Malgré la réorientation de sa programmation vers la comédie musicale, le Théâtre du Châtelet reste fidèle à un compositeur dont on a pu voir sur cette même scène une des œuvres dès 2000. Après Nixon in China la saison dernière, et avant The Flowering Tree, dont on vient d’apprendre qu’il sera donné en création française en mai 2014, le Châtelet offre donc au public parisien I Was Looking at the Ceiling and I Saw the Sky, qui avait jadis été accueilli par la MC93 de Bobigny, haut lieu de la défense de John Adams en France. Mais à la différence de la plupart des œuvres lyriques de John Adams, celle-ci n’est ni un opéra, ni un oratorio, mais un musical. Loin de l’inspiration historico-politique de ses deux premières œuvres scéniques, loin de la religiosité de ses actions bibliques, il s’agit ici d’un songplay, où l’on serait tenté de voir l’équivalent direct du singspiel allemand, à la différence près que les morceaux musicaux s’enchaînent sans jamais laisser la place au dialogue parlé. Au cours des 23 numéros que compte la partition, Adams aborde tous les styles de la musique populaire d’aujourd’hui : rythmes latino-américains, « soul à la Stevie Wonder », « Hard blues à la Joe Cocker », hommages au jazz et au rock. Le pastiche est très réussi, à tel point qu’on croit souvent ne plus du tout entendre la musique si inventive de l’auteur de The Death of Klinghoffer, mais de la sympathique variétoche plus ou moins inspirée. Non que la partition soit dénuée de moments forts – qui se trouvent souvent être ceux ou le style personnel d’Adams remonte à la surface – mais rares sont les songs qui emportent vraiment l’adhésion, comme le trio des femmes, « Bad Boys », où ces dames jouent sur les différents noms américains de l’organe viril (bone, fish, flower…), auquel répond le très enthousiasmant blues « Sweet Majority Population of the World », dans lesquelles les quatre hommes chantent le sexe dit faible, mais de façon infiniment moins crue.
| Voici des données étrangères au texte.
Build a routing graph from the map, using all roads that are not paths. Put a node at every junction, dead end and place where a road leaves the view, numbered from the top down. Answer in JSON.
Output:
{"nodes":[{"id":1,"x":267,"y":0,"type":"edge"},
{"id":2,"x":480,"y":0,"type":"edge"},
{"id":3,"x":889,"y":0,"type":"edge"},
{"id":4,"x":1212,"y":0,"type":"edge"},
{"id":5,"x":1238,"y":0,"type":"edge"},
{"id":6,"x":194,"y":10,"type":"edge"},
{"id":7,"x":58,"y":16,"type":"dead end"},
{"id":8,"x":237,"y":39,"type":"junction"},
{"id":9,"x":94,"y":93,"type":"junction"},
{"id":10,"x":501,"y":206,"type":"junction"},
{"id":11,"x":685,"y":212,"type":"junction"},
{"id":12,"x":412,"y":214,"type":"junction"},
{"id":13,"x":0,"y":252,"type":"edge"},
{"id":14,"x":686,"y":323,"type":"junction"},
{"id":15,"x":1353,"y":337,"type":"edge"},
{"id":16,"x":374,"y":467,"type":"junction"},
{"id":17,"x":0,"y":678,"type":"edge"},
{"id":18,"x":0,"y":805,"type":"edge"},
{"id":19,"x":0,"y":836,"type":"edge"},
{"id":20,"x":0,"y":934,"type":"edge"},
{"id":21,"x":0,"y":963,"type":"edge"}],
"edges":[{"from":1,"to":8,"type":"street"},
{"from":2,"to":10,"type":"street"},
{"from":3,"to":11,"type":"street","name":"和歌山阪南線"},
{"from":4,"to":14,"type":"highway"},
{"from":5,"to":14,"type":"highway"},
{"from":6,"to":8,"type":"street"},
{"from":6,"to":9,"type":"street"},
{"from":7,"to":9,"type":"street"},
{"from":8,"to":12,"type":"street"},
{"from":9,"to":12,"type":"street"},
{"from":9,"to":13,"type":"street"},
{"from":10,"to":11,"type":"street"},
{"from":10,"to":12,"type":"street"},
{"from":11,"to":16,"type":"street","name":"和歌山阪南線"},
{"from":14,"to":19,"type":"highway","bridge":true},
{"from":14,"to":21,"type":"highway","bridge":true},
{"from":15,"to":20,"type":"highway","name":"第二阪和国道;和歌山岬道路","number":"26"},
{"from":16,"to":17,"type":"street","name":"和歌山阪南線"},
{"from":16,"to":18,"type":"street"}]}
Pour monter ces œuvres qui se rangent finalement auprès des autres musicals programmés par le Châtelet cette saison, il a été fait appel à un homme de théâtre auquel cette salle doit l’une de ses grandes réussites : Giorgio Barberio Corsetti, qui avait collaboré avec Pierrick Sorin pour une mémorable Pietra del paragone (qui sera reprise l’an prochain). Cette fois, entouré d’une équipe italienne, le metteur en scène italien propose un spectacle où l’on admire la totale maîtrise de la vidéo, toujours utilisée à bon escient pour varier les atmosphères d’un numéro à l’autre, avec notamment des effets comiques très réussis. Les décors, très mobiles, sont réussis, avec un spectaculaire effondrement lors de la scène du séisme. On en vient presque à regretter que tant d’art, tant de talent soit déployé pour servir un livret aussi banal que celui de la poétesse jamaïcaine June Jordan. Qu’est devenue Alice Goodman, auteur du texte des deux premiers opéras de John Adams ? Le ragoût de bons sentiments qui nous est ici servi est assez fade et a du mal à transcender l’anecdote (un jeune noir arrêté injustement est libéré par le tremblement de terre de Los Angeles en 1994). Quant à la partition, on l’a dit, si virtuoses que soient les huit instrumentistes admirablement dirigés par Alexander Briger, qui présidait déjà aux destinées de Nixon in China l’an dernier, elle laisse plus d’une fois l’auditeur sur sa faim.
La distribution, évidemment sonorisée, est assez homogène. Les trois voix de femmes sont souples et chaleureuses, comme il convient pour cette musique où la maîtrise du style compte finalement plus que les performances vocales. La mezzo Wallis Giunta est une actrice très convaincante dans son rôle de présentatrice du journal télévisé, Hlengiwe Mkhwanazi touche en immigré salvadorienne et mère de multiples enfants, tandis que Janinah Burnett, vue au Châtelet dans Treemonisha et enregistrée récemment dans la même œuvre, se taille un beau succès. Parmi les hommes, le ténor Joël O’Cangha semble avoir la voix parfois un peu légère, malgré une belle agilité ; confronté à une partition parfois tendue, le baryton Jonathan Tan est réduit à glapir quelques aigus. Rien à redire en revanche aux prestations de John Brancy, en policier troublé par la découverte de son homosexualité, ni de Carlton Ford, héros solaire (« I’ve got sunlight », chante-t-il au début et à la fin de l’œuvre) et convaincant. John Adams voulait composer un musical, il l’a fait, et il est heureusement passé à autre chose depuis.